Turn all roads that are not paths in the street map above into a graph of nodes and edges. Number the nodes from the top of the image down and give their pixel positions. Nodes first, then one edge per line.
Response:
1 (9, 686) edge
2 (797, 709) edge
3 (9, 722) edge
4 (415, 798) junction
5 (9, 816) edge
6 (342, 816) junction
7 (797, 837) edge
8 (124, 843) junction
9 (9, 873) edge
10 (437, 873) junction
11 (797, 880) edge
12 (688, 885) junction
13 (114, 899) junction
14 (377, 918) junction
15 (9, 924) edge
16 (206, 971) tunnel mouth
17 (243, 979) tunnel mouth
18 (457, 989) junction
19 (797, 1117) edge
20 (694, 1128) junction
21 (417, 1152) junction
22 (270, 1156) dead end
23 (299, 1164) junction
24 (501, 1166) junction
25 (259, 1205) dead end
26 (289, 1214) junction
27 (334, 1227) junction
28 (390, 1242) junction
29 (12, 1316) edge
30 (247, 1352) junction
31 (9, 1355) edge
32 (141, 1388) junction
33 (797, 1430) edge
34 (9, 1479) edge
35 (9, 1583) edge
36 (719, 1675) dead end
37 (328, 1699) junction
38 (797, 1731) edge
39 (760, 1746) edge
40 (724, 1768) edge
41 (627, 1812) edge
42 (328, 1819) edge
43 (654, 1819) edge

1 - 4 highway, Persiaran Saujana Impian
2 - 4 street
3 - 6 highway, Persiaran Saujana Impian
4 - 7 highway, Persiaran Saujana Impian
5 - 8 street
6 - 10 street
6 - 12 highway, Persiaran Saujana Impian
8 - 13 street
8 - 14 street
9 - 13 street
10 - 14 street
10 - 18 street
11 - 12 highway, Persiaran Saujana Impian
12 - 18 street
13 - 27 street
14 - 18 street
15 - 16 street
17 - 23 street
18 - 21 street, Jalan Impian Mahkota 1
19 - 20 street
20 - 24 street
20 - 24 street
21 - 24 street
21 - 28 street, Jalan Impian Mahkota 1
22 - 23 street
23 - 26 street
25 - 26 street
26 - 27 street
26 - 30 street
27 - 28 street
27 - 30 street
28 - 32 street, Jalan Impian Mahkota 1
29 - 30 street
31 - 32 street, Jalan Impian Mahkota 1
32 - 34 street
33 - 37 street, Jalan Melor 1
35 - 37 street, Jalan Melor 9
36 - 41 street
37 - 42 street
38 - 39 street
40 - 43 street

-------------------------

__YOUR GOAL__
Please return every line of the records that contains the word "Melor".

__RESPONSE AREA__
33 - 37 street, Jalan Melor 1
35 - 37 street, Jalan Melor 9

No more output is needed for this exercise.